Dolayısıyla iktidarın 24 Haziran 2018 seçimlerinden bugüne 15 puanın üzerinde oy kaybettiği ama AKP-MHP’den kopan seçmenin kararsızlar ve oy kullanmayacaklar içinde kümelendiği ve bu yüzden muhalefet partilerinin oylarını artıramadığı iddiasını rakamlar doğrulamıyor.
Gelelim ikinci soruya: Kararsızlar gerçekten kararsız mı?
Hayır, o kadar da kararsız değiller. Yakın hissettiği bir parti olduğunu söyleyenlerin oranı hiç de az değil. Ve yakın hissedilen parti sıralamasında AKP, CHP’ye fark atmadığı gibi MHP de İYİ Parti’nin epey gerisinde kalıyor.
Belki bundan daha önemlisi kararsızların önemli bir kısmının ittifaklar içindeki partiler arasında bir kararsızlık yaşıyor olması. Yani CHP’ye mi İYİ Parti’ye mi oy vereceğine karar verememiş bir seçmen kendisini kararsız olarak nitelendiriyor, ancak Cumhur İttifakı’na mı Millet İttifakı’na mı oy vereceği sorulduğunda tercihini çok daha net bir biçimde ifade edebiliyor.

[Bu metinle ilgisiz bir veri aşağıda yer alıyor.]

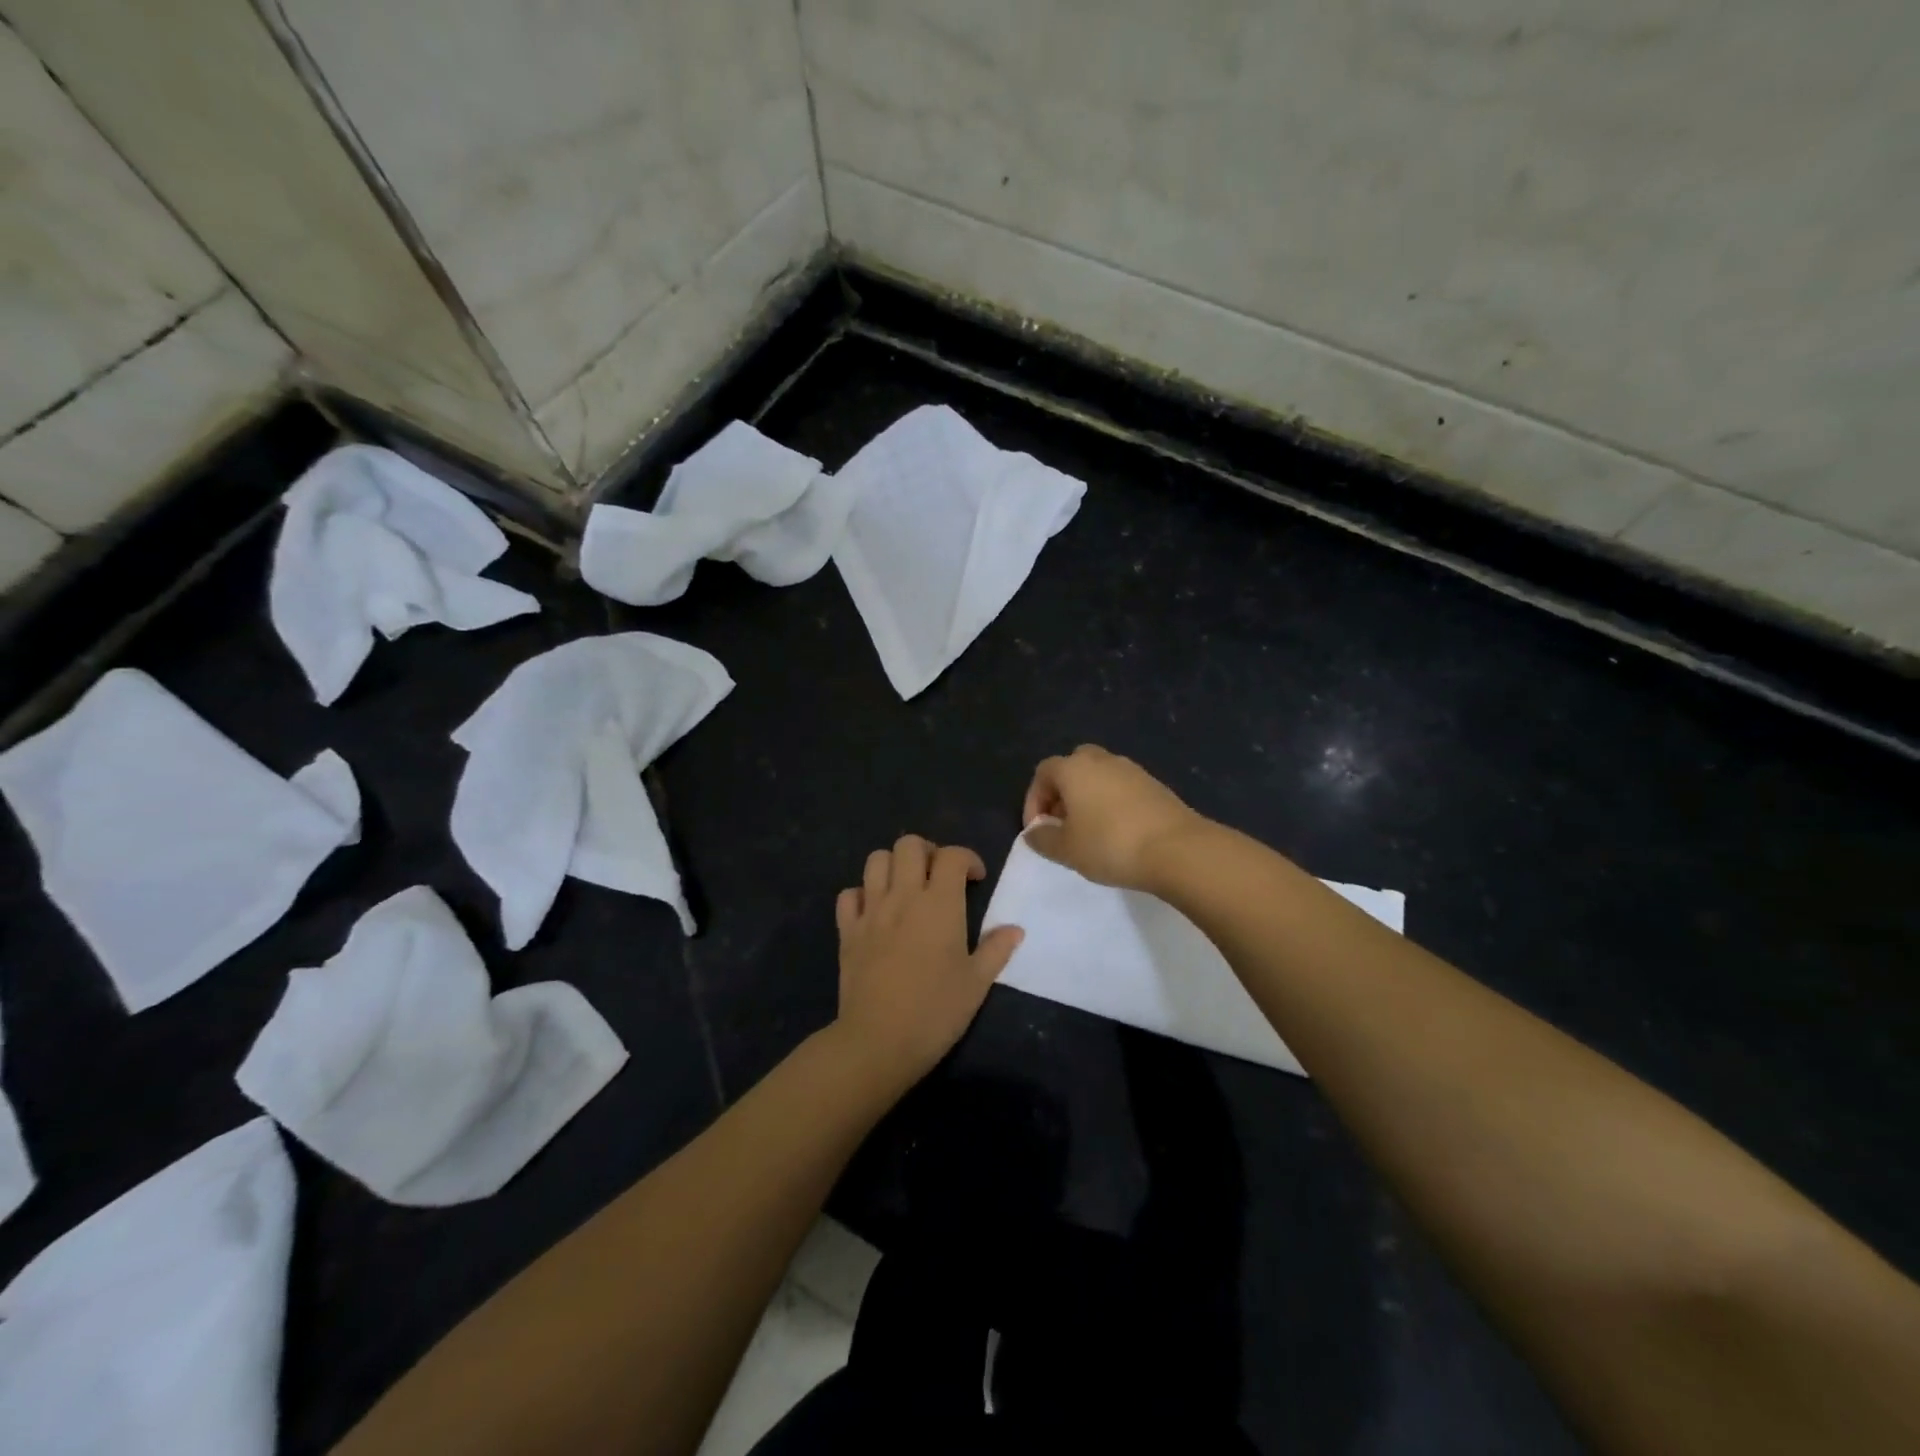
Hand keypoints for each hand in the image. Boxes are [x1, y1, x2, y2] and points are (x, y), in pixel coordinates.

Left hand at [832, 835, 1023, 1089]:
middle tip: (938, 876)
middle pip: (909, 844)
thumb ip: (996, 950)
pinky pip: (849, 895)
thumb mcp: (977, 984)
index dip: (967, 858)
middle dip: (927, 851)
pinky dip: (861, 894)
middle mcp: (903, 896)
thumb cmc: (935, 1011)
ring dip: (893, 865)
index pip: (952, 856)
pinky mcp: (847, 930)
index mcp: (939, 904)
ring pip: (876, 860)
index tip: (976, 879)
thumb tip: (1015, 929)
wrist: (878, 1041)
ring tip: (906, 887)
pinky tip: (874, 912)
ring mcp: (871, 911)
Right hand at [1021, 744, 1210, 892]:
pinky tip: (1118, 832)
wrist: (1177, 849)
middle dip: (1062, 793)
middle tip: (1063, 824)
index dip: (1034, 800)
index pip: (1043, 773)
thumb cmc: (1110, 845)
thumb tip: (1034, 831)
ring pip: (1100, 776)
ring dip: (1088, 797)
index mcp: (1074, 768)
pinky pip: (1122, 787)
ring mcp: (1132, 770)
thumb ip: (1042, 839)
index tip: (1038, 830)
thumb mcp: (1066, 850)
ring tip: (1089, 831)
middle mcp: (1102, 760)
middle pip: (1073, 767)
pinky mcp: (1155, 785)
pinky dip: (1112, 802)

Kararsızların ittifak tercihlerine baktığımızda Millet İttifakı’na oy veririm diyenlerin Cumhur İttifakı’na oy veririm diyenlerden açık ara fazla olduğunu görüyoruz.

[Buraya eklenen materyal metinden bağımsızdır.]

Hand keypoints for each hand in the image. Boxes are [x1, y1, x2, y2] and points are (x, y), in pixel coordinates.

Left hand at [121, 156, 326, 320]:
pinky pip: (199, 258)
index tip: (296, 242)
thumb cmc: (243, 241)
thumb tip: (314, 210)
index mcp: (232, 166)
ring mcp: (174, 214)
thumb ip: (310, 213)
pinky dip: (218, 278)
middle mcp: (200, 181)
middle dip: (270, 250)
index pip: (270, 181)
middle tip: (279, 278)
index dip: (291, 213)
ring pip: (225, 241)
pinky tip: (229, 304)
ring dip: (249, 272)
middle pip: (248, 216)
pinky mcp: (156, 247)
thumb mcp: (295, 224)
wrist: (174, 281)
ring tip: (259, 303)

Tüm bu bulgular bize gösteriyor ki hem kararsızlar iddia edildiği kadar büyük ve giderek genişleyen bir seçmen kümesi değil, hem de ağırlıklı olarak geçmişte AKP ve MHP’ye oy vermiş olsalar da bu partilere geri dönme eğilimleri söylendiği kadar kuvvetli değil.